In between bouts of advice to settle, Dickson presents a letter sent from George (Eric Lamback), a Barbadian worker on the Panama Canal who knows Ester remotely through someone at her church. He laments the dredging that transforms a “place of beauty into a morgue,” and longs for someone to make the long days of work bearable. Unsurprisingly, Ester leaps at the one opportunity for romance that her appearance and proud nature had previously denied her.
The only problem? She can’t read, and must rely on her two clients—the society woman Mrs. Van Buren (capably played by Shelli Pentimall) and the courtesan Mayme (Anjoli Santiago)—to read the letters and write replies. Despite their own problems (Van Buren’s husband spits at her because she’s barren, and Mayme fends off abusive clients), both women eagerly indulge the fantasy of reinventing Ester in letters and romantically imagining this unknown suitor from Panama.
But when George arrives to marry Ester, a harsh reality of deceit shreds the fabric of her dreams, and after twenty years of manual labor, she throws away her goal of owning a beauty parlor on the caprice of an unworthy man.
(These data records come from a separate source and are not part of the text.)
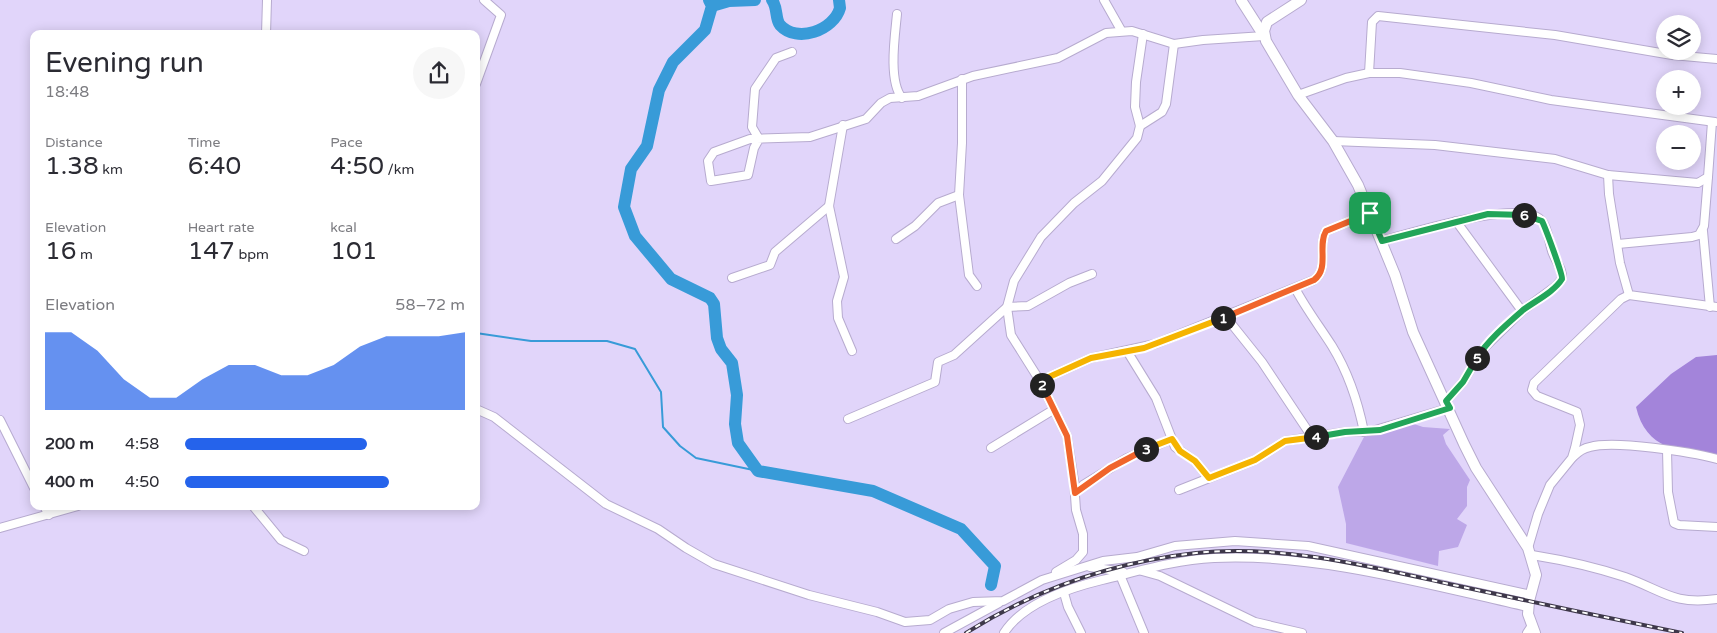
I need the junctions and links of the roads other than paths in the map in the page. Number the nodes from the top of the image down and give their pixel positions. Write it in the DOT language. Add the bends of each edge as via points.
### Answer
graph roads {
  1 [pos="262,0"];
  2 [pos="267,0"];
  3 [pos="484,0"];
  4 [pos="1104,0"];
  5 [pos="1241,0"];
  6 [pos="1301,0"];
  7 [pos="897,14"];
  8 [pos="266,30"];
  9 [pos="266,30"];
  10 [pos="1121,30"];
  11 [pos="1144,34"];
  12 [pos="1264,36"];
  13 [pos="1174,44"];
  14 [pos="792,52"];
  15 [pos="1717,59"];
  16 [pos="480,73"];
  17 [pos="1369,73"];
  18 [pos="962,79"];
  19 [pos="1298,95"];
  20 [pos="902,98"];
  21 [pos="1714,122"];
  22 [pos="843,125"];
  23 [pos="1140,126"];
  24 [pos="759,139"];
  25 [pos="1333,141"];
  26 [pos="1608,175"];
  27 [pos="1708,177"];
  28 [pos="959,195"];
  29 [pos="830,206"];
  30 [pos="1370,213"];
  31 [pos="1456,221"];
  32 [pos="1703,231"];
  33 [pos="896,239"];
  34 [pos="1382,241"];
  35 [pos="1618,244"];
  36 [pos="1092,274"];
  37 [pos="732,278"];
  38 [pos="977,286"];
  39 [pos="1295,288"];
  40 [pos="1630,295"];
  41 [pos="1007,307"];
  42 [pos="1714,307"];
  43 [pos="1522,311"];
  44 [pos="1226,317"];
  45 [pos="852,351"];
  46 [pos="1127,351"];
  47 [pos="1040,381"];
  48 [pos="1448,405"];
  49 [pos="1053,410"];
  50 [pos="480,411"];
  51 [pos="848,419"];
  52 [pos="0,420"];
  53 [pos="1364,432"];
  54 [pos="1312,437"];
  55 [pos="1172,439"];
  56 [pos="991,448"];
  57 [pos="1666,450"];
  58 [pos="1572,458"];
  59 [pos="1717,459"];
  60 [pos="1209,478"];
  61 [pos="30,480"];
  62 [pos="1179,490"];
  63 [pos="1075,493"];
  64 [pos="46,510"];
  65 [pos="65,510"];
  66 [pos="256,510"];
  67 [pos="49,515"];
  68 [pos="1717,527"];
  69 [pos="0,528"];
  70 [pos="304,551"];
  71 [pos="1530,552"];
  72 [pos="1084,567"];
  73 [pos="1137,570"];
  74 [pos="1124,573"];
  75 [pos="1042,580"];
  76 [pos="1064,593"];
  77 [pos="1531,595"];
  78 [pos="1717,598"];
  79 [pos="1003,601"];
  80 [pos="1528,607"];
  81 [pos="1265,624"];
  82 [pos="1285,631"];
  83 [pos="1531,631"];
  84 [pos="944,633"];
  85 [pos="1004,633"];
  86 [pos="1082,633"];
  87 [pos="1144,633"];
  88 [pos="1266,633"];
  89 [pos="1302,633"];
  1 -- 8 [label="street"];
  2 -- 9 [label="street"];
  3 -- 16 [label="street" via="501,15"];
  4 -- 10 [label="street"];
  5 -- 12 [label="street"];
  6 -- 12 [label="street" via="1267,22"];
  7 -- 20 [label="street" via="894,63 897,90"];
  10 -- 11 [label="street"];
  10 -- 18 [label="street" via="1106,33 1058,58"];
  11 -- 13 [label="street"];
  11 -- 23 [label="street" via="1135,107"];
  12 -- 13 [label="street"];
  12 -- 19 [label="street"];
  13 -- 23 [label="street" via="1166,104 1162,112"];
  14 -- 24 [label="street" via="776,58 755,89 752,127"];
  15 -- 17 [label="street" via="1555,35 1378,16 1372,22"];
  17 -- 19 [label="street" via="1334,80"];
  17 -- 21 [label="street" via="1400,73 1471,82 1551,100"];
  18 -- 20 [label="street" via="918,96"];
  18 -- 28 [label="street"];
  19 -- 25 [label="street"];
  20 -- 22 [label="street" via="885,100 866,119"];
  21 -- 27 [label="street"];
  22 -- 24 [label="street" via="798,139"];
  22 -- 29 [label="street"];
  23 -- 41 [label="street" via="1137,138 1102,181 1074,203 1041,237 1014,281"];
  24 -- 24 [label="street" via="748,175 711,181 708,161 714,152"];
  25 -- 26 [label="street" via="1435,145 1548,159"];
  25 -- 30 [label="street"];
  26 -- 27 [label="street" via="1698,183"];
  26 -- 35 [label="street"];
  27 -- 32 [label="street"];
  28 -- 33 [label="street" via="938,203"];
  28 -- 38 [label="street" via="969,275"];
  29 -- 37 [label="street" via="775,252 770,265"];
  29 -- 45 [label="street" via="844,277 837,301 838,318"];
  30 -- 34 [label="street"];
  30 -- 39 [label="street" via="1326,231 1322,237 1320,273 1314,280"];
  31 -- 34 [label="street"];
  31 -- 43 [label="street"];
  31 -- 43 [label="street" via="1503,213 1532,216 1542,221 1553,254 1562,269 1562,279"];
  32 -- 35 [label="street" via="1692,237"];
  32 -- 42 [label="street"];
  34 -- 48 [label="street" via="1413,332"];
  35 -- 40 [label="street" via="1623,278"];
  36 -- 41 [label="street" via="1028,306"];
  39 -- 44 [label="street"];
  39 -- 53 [label="street" via="1347,376 1360,410"];
  40 -- 42 [label="street"];
  40 -- 58 [label="street" via="1621,299 1534,383 1532,390 1537,396 1577,412 1580,417 1579,436"];
  41 -- 47 [label="street" via="1011,335"];
  41 -- 51 [label="street" via="954,355 938,362 935,382"];
  43 -- 48 [label="street" via="1482,350"];
  44 -- 46 [label="street" via="1156,344"];
  44 -- 54 [label="street" via="1262,362"];
  46 -- 47 [label="street" via="1091,358"];
  46 -- 55 [label="street" via="1156,398"];
  47 -- 49 [label="street"];
  48 -- 53 [label="street" via="1380,430"];
  48 -- 71 [label="street" via="1476,468"];
  49 -- 56 [label="street"];
  49 -- 63 [label="street" via="1067,436"];
  50 -- 79 [label="street" via="494,416 606,504 658,529 725,569 905,622 930,620 949,609 973,602"];
  52 -- 61 [label="street"];
  53 -- 54 [label="street"];
  54 -- 60 [label="street" via="1285,441 1255,460"];
  55 -- 60 [label="street"];
  55 -- 63 [label="street" via="1127,458"];
  57 -- 58 [label="street" via="1603,445 1585,448"];
  57 -- 59 [label="street"];
  57 -- 68 [label="street" via="1668,492 1674,523"];
  58 -- 71 [label="street" via="1550,485 1538,514"];
  60 -- 62 [label="street"];
  63 -- 75 [label="street" via="1084,552"];
  64 -- 67 [label="street"];
  65 -- 67 [label="street"];
  66 -- 70 [label="street" via="282,540"];
  67 -- 69 [label="street"];
  71 -- 77 [label="street" via="1536,575"];
  71 -- 78 [label="street" via="1625,577 1682,600"];
  72 -- 74 [label="street"];
  72 -- 75 [label="street"];
  72 -- 77 [label="street" via="1175,546 1248,541 1308,546"];
  73 -- 74 [label="street"];
  73 -- 80 [label="street" via="1213,558 1292,561 1362,572"];
  73 -- 81 [label="street" via="1160,576"];
  74 -- 76 [label="street"];
  74 -- 87 [label="street"];
  75 -- 79 [label="street"];
  76 -- 85 [label="street" via="1023,614"];
  76 -- 86 [label="street"];
  77 -- 80 [label="street"];
  79 -- 84 [label="street"];
  80 -- 83 [label="street"];
  81 -- 82 [label="street"];
  81 -- 88 [label="street"];
  82 -- 89 [label="street"];
}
It’s always difficult to watch a story where the undeserving suffer, particularly given Stewart’s delicate portrayal that trades Ester’s pride for hopefulness, and director Bridget Dougherty’s deft handling of the timeless aspects of these women’s emotions. Never once presenting them as victims or begging for sympathy, Dougherty’s production earns a deeper emotional empathy by her honest, unsentimental rendering.
And there’s no need to dwell on the prejudices that shaped the era; Nottage’s script avoids heavy-handedness and the cast more than equals the demands of the roles. Milliner’s excellent performance turns stories about fabric into comical (though sincere) attempts at flirtation, and Santiago’s sonorous voice nearly sings the lies that hide her pain.
As always, the dreams die hard. Today, Ester might easily own a boutique on the same Fifth Avenue where her clients live, but would probably find no greater refuge from deceitful men. The real pity: that few stories of women’s lives treat their apparel with the intimate care this production shows.